DE69122047T2 - Electrical device for connection to a printed circuit board - Google Patents

Description

The present invention relates to an electrical device to be connected to a printed circuit board in order to achieve rationalization of a wiring operating load for the electrical device.

The following is an explanation of a conventional semiconductor circuit for, for example, a conventional inverter, which is wired, for example, through a conventional printed circuit board or circuit board.

Fig. 9 shows a basic circuit diagram of a conventional inverter. According to Fig. 9, a three-phase alternating current of a commercial frequency input through power terminals 54 is converted into a direct current by a diode module 51. The converted direct current is smoothed by a smoothing capacitor 53 and input to a transistor module 52. The direct current input to the transistor module 52 is inverted into a three-phase alternating current of a desired frequency, and the inverted alternating current is output to load terminals 55. The transistor module 52 is controlled by a controller 56. The above-mentioned inverter is provided with a surge current limiting resistor 57 for controlling the surge current when the inverter starts to operate. If the surge current limiting resistor 57 is kept active during operation of the inverter, a voltage drop is caused in the inverter due to the operation of the resistor 57. In order to solve the above-mentioned problem, the inverter is formed such that the resistor 57 for limiting the surge current only works at the start-up time of the inverter. Therefore, an electromagnetic switch 58 which causes a short circuit between the input terminal and the output terminal of the resistor 57, so as to short-circuit the resistor 57 during the operating time of the inverter except in the start-up interval.

Such an inverter circuit of an inverter connected through a printed circuit board is disclosed in Published Unexamined Japanese Utility Model Application No. Sho 60-83292 (Jikkai Sho 60-83292) as a semiconductor circuit. The semiconductor circuit is shown in Fig. 10 and is a cross-sectional side view showing the structure of the semiconductor circuit. In Fig. 10, parts and components corresponding to the circuit shown in Fig. 9 have the same reference numerals. As shown in Fig. 10, main circuit elements such as the diode module 51, the transistor module 52, the smoothing capacitor 53, etc. of the above inverter circuit are located within a base 59. The above main circuit elements located in the base 59 are covered by a cover 65 to be arranged in the inverter device such as the semiconductor circuit device. Cooling fins 60 are provided on the back of the base 59 to reduce the rising temperature of the main circuit elements due to a current flow therein. The main circuit elements are connected to another main printed circuit board 66. Connection terminals 51a, 52a, 53a of the main circuit elements are fixed to the main printed circuit board 66 by bolts 51b, 52b, 53b, respectively.

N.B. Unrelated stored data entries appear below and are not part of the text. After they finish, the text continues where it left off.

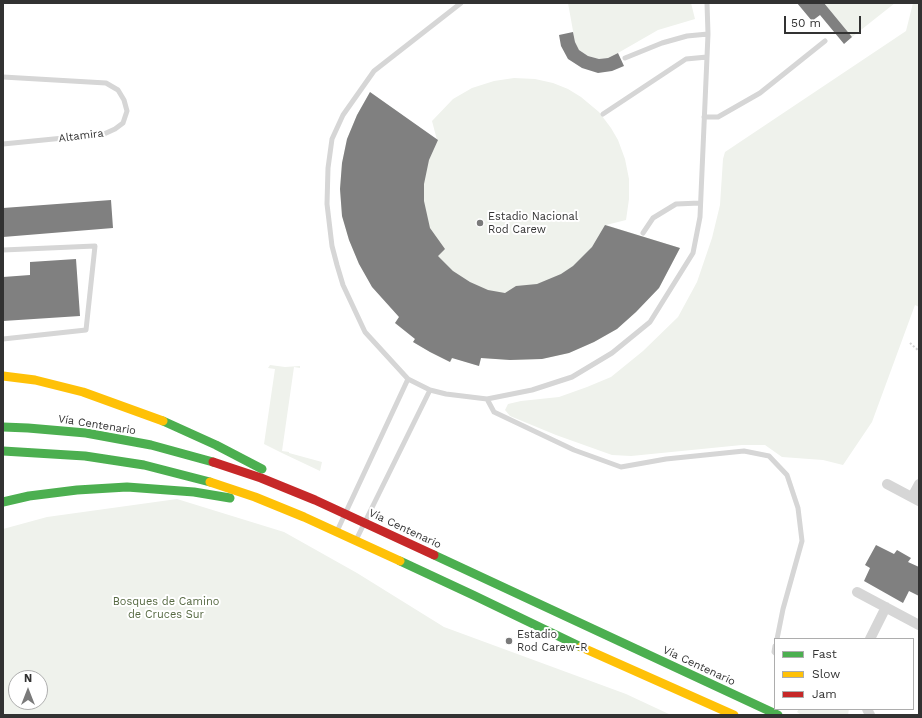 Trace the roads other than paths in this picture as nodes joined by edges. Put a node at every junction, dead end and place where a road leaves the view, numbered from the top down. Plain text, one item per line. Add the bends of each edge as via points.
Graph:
1 (461, 3) edge
2 (707, 3) edge
3 (708, 34) junction
4 (825, 41) dead end
5 (707, 57) junction
6 (625, 58) dead end
7 (3, 77) edge
8 (603, 114) dead end
9 (704, 116) junction
10 (3, 144) edge
11 (700, 203) junction
12 (644, 233) dead end
13 (3, 250) edge
14 (3, 339) edge
15 (3, 376) edge
16 (408, 379) junction
17 (430, 390) junction
18 (487, 399) junction
19 (3, 427) edge
20 (3, 451) edge
21 (887, 484) dead end
22 (919, 484) edge
23 (916, 499) edge
24 (315, 500) junction
25 (3, 502) edge
26 (345, 514) junction
27 (304, 517) junction
28 (364, 523) junction
29 (337, 532) junction
30 (355, 540) junction
31 (857, 592) dead end
32 (886, 607) junction
33 (919, 625) edge
34 (776, 638) edge
35 (870, 638) edge
36 (776, 712) edge
37 (734, 715) edge

1 - 16 lane via 374,71 343,115 332,139 326,204 332,246 343,285 365,332
2 - 3 lane
3 - 5 lane
3 - 6 lane via 687,36 662,43
4 - 9 lane via 760,93 718,117
5 - 8 lane via 686,59
5 - 9 lane
7 - 10 lane, Altamira via 106,83 118,90 127,111 123,123 104,134
9 - 11 lane
11 - 12 lane via 676,204 653,218
11 - 18 lane via 693,253 650,322 612,353 572,377 532,390
13 - 14 lane via 95,246 86,330
15 - 24 highway via 35,380 76,390 138,411 272,474
16 - 17 lane
16 - 26 lane
17 - 18 lane
17 - 28 lane
18 - 34 lane via 494,412 574,450 621,467 666,459 744,451 769,456 787,475 798,508 802,541
19 - 24 highway, Vía Centenario via 86,433 151,445 261,478
20 - 27 highway via 85,456 144,465 202,479
21 - 23 street
22 - 23 street
24 - 26 highway, Vía Centenario
25 - 27 highway via 76,490 127,487 194,492 252,502
26 - 28 highway, Vía Centenario
26 - 29 lane
27 - 29 highway
28 - 30 lane
28 - 36 highway, Vía Centenario via 744,700
29 - 30 highway
30 - 37 highway via 563,639
31 - 32 street
32 - 33 street
32 - 35 street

As shown in Fig. 10, the control element 56 for controlling the transistor module 52 is mounted on the control printed circuit board 70, which is electrically and mechanically connected to the main printed circuit board 66 through connectors 69.

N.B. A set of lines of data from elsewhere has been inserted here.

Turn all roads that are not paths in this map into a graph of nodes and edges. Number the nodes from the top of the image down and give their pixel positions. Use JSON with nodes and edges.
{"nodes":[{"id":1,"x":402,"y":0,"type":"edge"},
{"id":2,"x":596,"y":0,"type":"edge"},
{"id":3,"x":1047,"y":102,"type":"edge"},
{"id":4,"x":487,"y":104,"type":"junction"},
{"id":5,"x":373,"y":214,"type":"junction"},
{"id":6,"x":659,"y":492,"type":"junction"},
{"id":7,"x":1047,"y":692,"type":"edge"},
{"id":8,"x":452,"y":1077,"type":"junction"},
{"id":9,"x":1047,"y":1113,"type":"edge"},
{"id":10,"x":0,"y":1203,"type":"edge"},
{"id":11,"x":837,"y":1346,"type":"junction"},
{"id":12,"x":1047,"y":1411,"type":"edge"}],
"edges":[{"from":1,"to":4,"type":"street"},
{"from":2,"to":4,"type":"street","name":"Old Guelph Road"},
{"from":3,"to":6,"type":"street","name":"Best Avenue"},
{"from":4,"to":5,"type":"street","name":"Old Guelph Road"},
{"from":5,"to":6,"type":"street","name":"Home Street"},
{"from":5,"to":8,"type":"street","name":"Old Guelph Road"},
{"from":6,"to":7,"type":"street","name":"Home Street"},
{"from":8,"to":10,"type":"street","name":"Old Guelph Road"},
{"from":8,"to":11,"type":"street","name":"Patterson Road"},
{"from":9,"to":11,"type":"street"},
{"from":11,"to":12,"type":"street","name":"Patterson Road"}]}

In the semiconductor circuit device shown above, each insulation distance between the connection terminals 51a, 52a, 53a, 53a of the main circuit element is defined by the distance along the surface of the main printed circuit board 66, which is made of a laminated board formed by an insulation layer.

When floating dust or floating particles adhere to the main printed circuit board 66 and accumulate as dust and absorbed moisture, the insulation state of the surface of the main printed circuit board 66 deteriorates. In view of such a state of the main printed circuit board 66, the distance between the connection terminals of the main circuit elements in the conventional semiconductor circuit device should be determined to be larger in order to ensure good insulation between the connection terminals 51a, 52a, 53a, 53a. As a result, the conventional semiconductor circuit device is made very large.

Since there is an opening A between the upper side of the main circuit elements and the back side of the main printed circuit board 66 as shown in Fig. 10, the floating dust or floating particles are properly collected in the opening A. As a result, the insulation in the opening A is deteriorated by the accumulated dust, etc. between the connection terminals for the three phases or the connection terminals and the main printed circuit board.

A "printed circuit board" shown in Fig. 11 which solves the problems mentioned above is disclosed in Published Unexamined Japanese Utility Model Application No. 59-189257 (Jikkai Sho 59-189257). Fig. 11 shows a cross-sectional view, which is a printed circuit board 508 on which a relay 505 is mounted. Connection terminals 506, 507 of the relay 505 are inserted into holes 512, 513 of the printed circuit board 508 to be electrically connected to copper foils 509, 510 as a conductor foil provided on the printed circuit board 508. The printed circuit board 508 provides a rib-shaped projection 511 between the two holes 506 and 507 to insulate the two copper foils 509 and 510. In other words, the distance for insulation, namely the creepage distance between the connection terminals 506, 507 becomes large by providing the projection 511 formed of an insulating material.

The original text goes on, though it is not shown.